D’ores et déjà, un groupe de cinq gars qui décident de s’appeler Sylvie, ça donne envie de s’arrêter pour entendre ce qu’ils font. Leur première galette donne un peu l’impression de se retrouver devant un buffet. Du style, il y en a à la pelletée, comme si le groupe n’était pas arrivé à se décider sur un ou deux d’entre eux et qu’il avait voulu tout goûter en même temps. Mais ça reste agréable à écouter, rassurez-vous! C’est juste un voyage auquel il faut se préparer un peu.

Aucune pièce ne se ressemble sur Cannabis & Coffee Club, outre peut-être quelques ressemblances mélodiques entre Des milliers d’aventures et J’avais un char. De la pièce Kel Tamasheq, la plus douce de tout l’album et la seule qui n’est pas en français, à Bleu pâle, et ses mélodies planantes qui goûterait un peu le stoner rock si Francis Lamontagne n’était pas lui aussi dans une humeur « planante », en passant par Rendez-vous, et ses instrumentations qui rappelle l’ambiance d’un café évoquant les bonnes années de la variété française, l’auditeur s’embarque dans tout un voyage stylistique.

Cela peut sembler un peu incohérent ou inconstant pour l’auditeur, d’autant plus qu’il y a trois voix qui se partagent le micro et les chansons dans le groupe : Francis Lamontagne, Anis Azzoug et Vinny Batista.

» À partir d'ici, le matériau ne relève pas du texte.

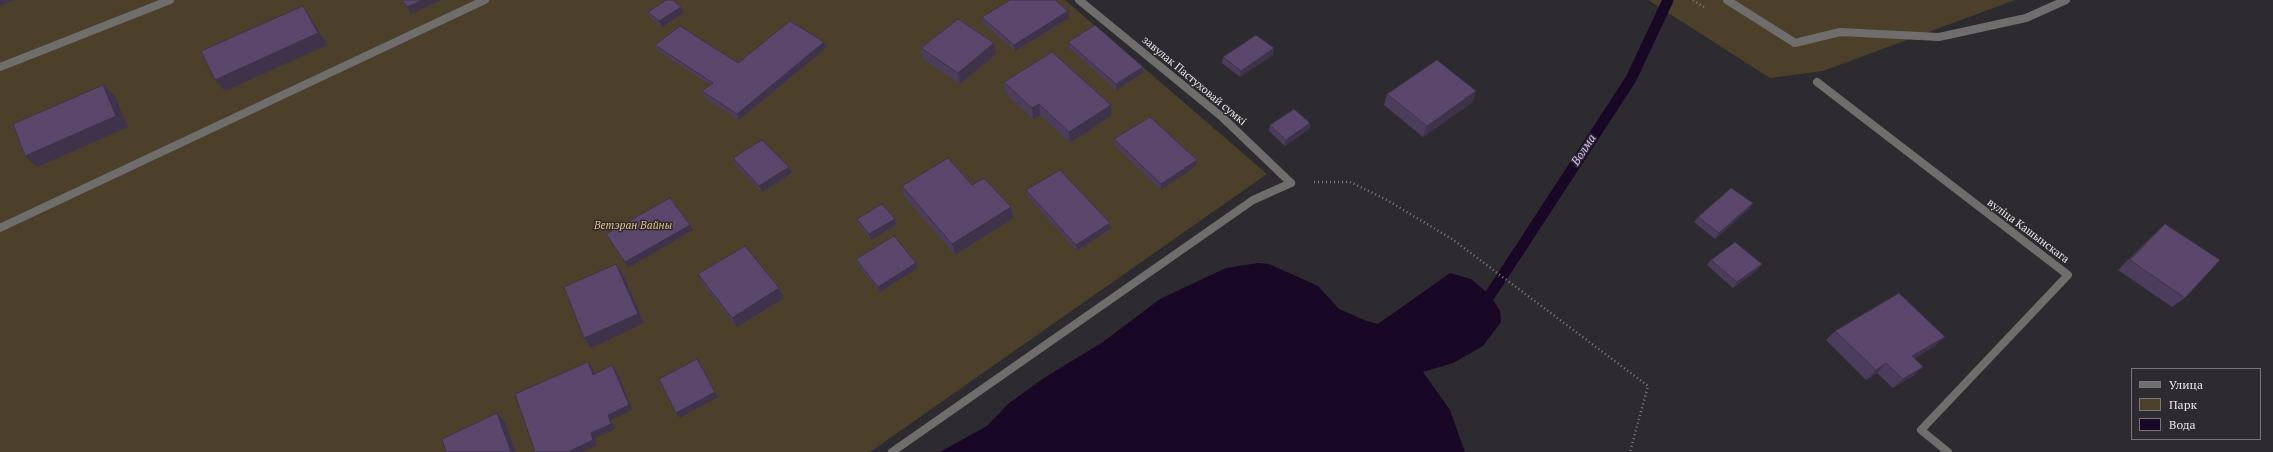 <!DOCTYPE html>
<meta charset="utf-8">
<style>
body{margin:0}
#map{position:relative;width:2273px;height:452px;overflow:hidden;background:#2d2b2f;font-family:"PT Serif",serif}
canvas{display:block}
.legend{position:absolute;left:2131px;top:368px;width:130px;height:72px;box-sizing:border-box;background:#2d2b2f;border:1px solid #777679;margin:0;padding:5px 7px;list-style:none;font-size:12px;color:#e7e6e8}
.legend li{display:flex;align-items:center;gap:8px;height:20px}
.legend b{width:20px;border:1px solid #777679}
</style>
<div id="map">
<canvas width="2273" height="452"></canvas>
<ul class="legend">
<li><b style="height:5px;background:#6f6e6d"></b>Улица</li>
<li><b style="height:11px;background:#4d402a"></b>Парк</li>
<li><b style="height:11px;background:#180725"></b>Вода</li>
</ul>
</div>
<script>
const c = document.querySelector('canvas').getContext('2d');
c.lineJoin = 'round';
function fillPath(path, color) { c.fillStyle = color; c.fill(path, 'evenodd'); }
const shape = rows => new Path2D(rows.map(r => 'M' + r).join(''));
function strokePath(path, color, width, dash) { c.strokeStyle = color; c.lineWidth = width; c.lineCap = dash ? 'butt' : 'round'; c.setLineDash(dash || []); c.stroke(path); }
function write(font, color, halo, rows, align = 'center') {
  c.font = font + ' "PT Serif",serif'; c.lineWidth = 3; c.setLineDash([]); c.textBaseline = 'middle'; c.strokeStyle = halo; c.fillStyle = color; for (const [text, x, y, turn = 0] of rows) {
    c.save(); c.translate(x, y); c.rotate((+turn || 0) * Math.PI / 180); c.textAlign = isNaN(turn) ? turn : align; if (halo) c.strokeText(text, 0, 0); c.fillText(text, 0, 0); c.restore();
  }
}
fillPath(shape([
 [0,0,1065,0,1267,174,870,452,0,452],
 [1648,0,2015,0,1823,71,1770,78]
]), '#4d402a');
fillPath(shape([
 [1258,263,1269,264,1318,286,1339,309,1364,320,1378,324,1450,273,1471,279,1490,295,1500,311,1501,322,1483,346,1453,363,1423,372,1450,410,1465,452,940,452,987,426,1008,404,1044,378,1103,342,1160,299,1226,268]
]), '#180725');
strokePath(shape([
 [1490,295,1631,79,1668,0]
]), '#180725', 11);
strokePath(shape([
 [1693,0,1704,7],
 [1314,182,1350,182,1385,199,1452,239,1648,386,1630,452]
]), '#7e7c7f', 2.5, [1, 3]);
strokePath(shape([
 [1079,0,1222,117,1291,183],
 [0,67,170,0],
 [0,228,485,0]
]), '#6f6e6d', 8);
strokePath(shape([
 [1727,0,1795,43,1840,32,1939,37,2026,18,2066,0],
 [1817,82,2068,275,1921,430,1948,452],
 [892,452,1253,200,1291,183]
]), '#6f6e6d', 8);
fillPath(shape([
 [648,12,684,13,662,27,651,18],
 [982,17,1069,18,1015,51,983,23],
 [824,42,826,48,739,120,705,98,702,91,710,85,658,51,655,45,738,63],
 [1068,42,1143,67,1143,73,1116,90,1069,48],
 [994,43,996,54,960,84,923,59,921,48],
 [1273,55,1240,77,1222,63,1223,57],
 [1004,82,1111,116,1070,143,1040,115,1033,119,1005,93],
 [1387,94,1473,102,1423,137,1384,105],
 [1310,123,1309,129,1285,146,1269,131,1270,125],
 [1114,139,1196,166,1161,190,1114,145],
 [733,158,792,173,762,192,735,165],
 [972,185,1011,207,1013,218,955,255,904,196,902,186],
 [1026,190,1110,223,1110,229,1077,251,1027,196],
 [1753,203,1749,209,1715,239,1694,222,1698,217],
 [857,219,895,219,896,225,871,240,859,224],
 [2165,224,2185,298,2172,307,2118,270,2153,235],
 [856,259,916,263,918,268,880,292,858,265],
 [1711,260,1762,264,1757,270,1733,288,1707,265],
 [698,274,779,288,784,298,737,327,703,284],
 [1835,331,1935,346,1914,359,1923,367,1913,376,1893,388,1877,373,1866,380,1826,340]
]), '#4d3d5c');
fillPath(shape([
 [0,0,14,0,0,6],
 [423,0,441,0,411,14,407,7],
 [303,6,311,18,327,45,225,91,215,80],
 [681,7,684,13,662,27,659,21],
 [1068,11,1069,18,1015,51,1014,45],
 [824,42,826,48,739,120,737,114],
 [994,43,996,54,960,84,958,73],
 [1274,48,1273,55,1240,77,1241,71],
 [1143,67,1143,73,1116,90,1116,84],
 [103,85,115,96,128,127,37,167,25,156],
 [1476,91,1473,102,1423,137,1427,126],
 [1039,104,1040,115,1033,119,1032,108],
 [1111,105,1111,116,1070,143,1069,132],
 [1310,123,1309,129,1285,146,1286,140],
 [1197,160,1196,166,1161,190,1161,184],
 [789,167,792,173,762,192,759,186],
 [1753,203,1749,209,1715,239,1719,233],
 [1011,207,1013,218,955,255,952,244],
 [895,219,896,225,871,240,869,234],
 [1110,223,1110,229,1077,251,1076,245],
 [690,225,693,230,628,268,625,262],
 [916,263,918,268,880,292,878,287],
 [616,264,623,274,644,323,591,348,584,338],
 [1762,264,1757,270,1733,288,1737,282],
 [779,288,784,298,737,327,732,318],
 [1945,337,1935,346,1902,366,1912,356],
 [697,359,718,397,680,418,676,413],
 [588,362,592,367,597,380,593,375],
 [1886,363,1877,373,1866,380,1876,370],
 [612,365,616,370,633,410,611,420,615,429,595,438,597,445,582,452,568,452,591,433,608,415],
 [1923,367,1913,376,1893,388,1903,379],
 [497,413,505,422,516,452,511,452]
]), '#3f324b');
const building = shape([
 [402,0,423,0,407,7,402,0],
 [666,0,673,0,681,7,659,21,648,12,666,0],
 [1010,0,1055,0,1068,11,1014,45,982,17,1010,0],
 [303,6,318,33,215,80,201,51,303,6],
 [958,19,994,43,958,73,921,48,958,19],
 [790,21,824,42,737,114,702,91,713,83,655,45,680,26,738,63,790,21],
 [1095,25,1143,67,1116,84,1068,42,1095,25],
 [1256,35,1274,48,1241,71,1223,57,1256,35],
 [1052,52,1111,105,1069,132,1039,104,1032,108,1004,82,1052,52],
 [1437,60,1476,91,1427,126,1387,94,1437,60],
 [103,85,116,116,25,156,13,124,103,85],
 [1294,109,1310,123,1286,140,1270,125,1294,109],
 [1150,117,1197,160,1161,184,1114,139,1150,117],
 [762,140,789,167,759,186,733,158,762,140],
 [948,158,972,185,984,178,1011,207,952,244,902,186,948,158],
 [1060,170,1110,223,1076,245,1026,190,1060,170],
 [1731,188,1753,203,1719,233,1698,217,1731,188],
 [670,198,690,225,625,262,606,234,670,198],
 [882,204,895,219,869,234,857,219,882,204],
 [2165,224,2220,260,2185,298,2130,260,2165,224],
 [894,236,916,263,878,287,856,259,894,236],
 [1735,242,1762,264,1737,282,1711,260,1735,242],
 [745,246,779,288,732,318,698,274,745,246],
 [616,264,638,314,584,338,564,287,616,264],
 [1899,293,1945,337,1912,356,1923,367,1903,379,1886,363,1876,370,1835,331,1899,293],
 [697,359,715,392,676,413,659,379,697,359],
 [588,362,593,375,612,365,629,405,608,415,611,424,591,433,593,440,568,452,535,452,515,394,588,362],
 [497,413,511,452,446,452,442,439,497,413]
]);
fillPath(building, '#5a476b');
strokePath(building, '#3f324b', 1);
write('11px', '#e7e6e8', '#2d2b2f', [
 ["завулак Пастуховай сумкі",1194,81,40],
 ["вуліца Кашынскага",2028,231,37]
]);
write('italic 11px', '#e7c081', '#2d2b2f', [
 ["Ветэран Вайны",633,226]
]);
write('italic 12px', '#dcbcfb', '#2d2b2f', [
 ["Волма",1584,150,-57]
]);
</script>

Chaque voix a ses caractéristiques particulières : celle de Vinny a un petit côté blasé accrocheur, celle d’Anis a un je-ne-sais-quoi de funk, et d’imprévisible, alors que celle de Francis est grave et donne envie de fermer les yeux et de s’y perdre pour méditer (surtout sur Bleu pâle).

La poésie est délectable dans les chansons de Sylvie, vraiment. Les textes, une spécialité de Vinny Batista, sont vraiment une des forces du groupe. Les paroles de Rendez-vous, par exemple, sont si bien ficelées et écrites qu’on ne se douterait pas qu’il s’agit d’une histoire d’un soir. Il m’a fallu lire les paroles pour le découvrir; j’étais persuadé qu’Anis était si transi pour une conquête qu’il allait jusqu’à s’improviser un côté « vieux chanteur français » à la Brassens pour la conquérir. Mais il n’en est rien. En voici la preuve :

J’exhiberai chevaux vapeurs, triceps, croco, rolex
Pour cracher ma semence au fond d’un cul-de-sac en latex
Pour vous je serais prêt à me lever très très très tôt
Histoire de m’habiller et d’me barrer incognito
J’ai rendez-vous avec vous
Juste une fois, ça ira pour moi

Rendez-vous, Sylvie

Les moments les plus forts de l’album, selon moi, sont sans conteste Cumulonimbus (non, mais quelle idée de titrer une pièce avec cumulonimbus! C’est le fun à dire, en plus!) une pièce menée de front par Vinny qui réalise s’être enlisé dans un triangle amoureux, Rendez-vous pour la personnalité que prend Anis et la poésie de Vinny et finalement Bleu pâle pour son côté tout simplement planant.

Cannabis & Coffee Club donne l’impression que les membres de Sylvie se sont transformés, l’instant d’enregistrer l’album, en enfants dans un magasin de bonbons : les gars ont voulu goûter à tout et ce n’est pas toujours à leur avantage. Mais comme c’est leur premier long format, on leur pardonne et on attendra la suite avec impatience.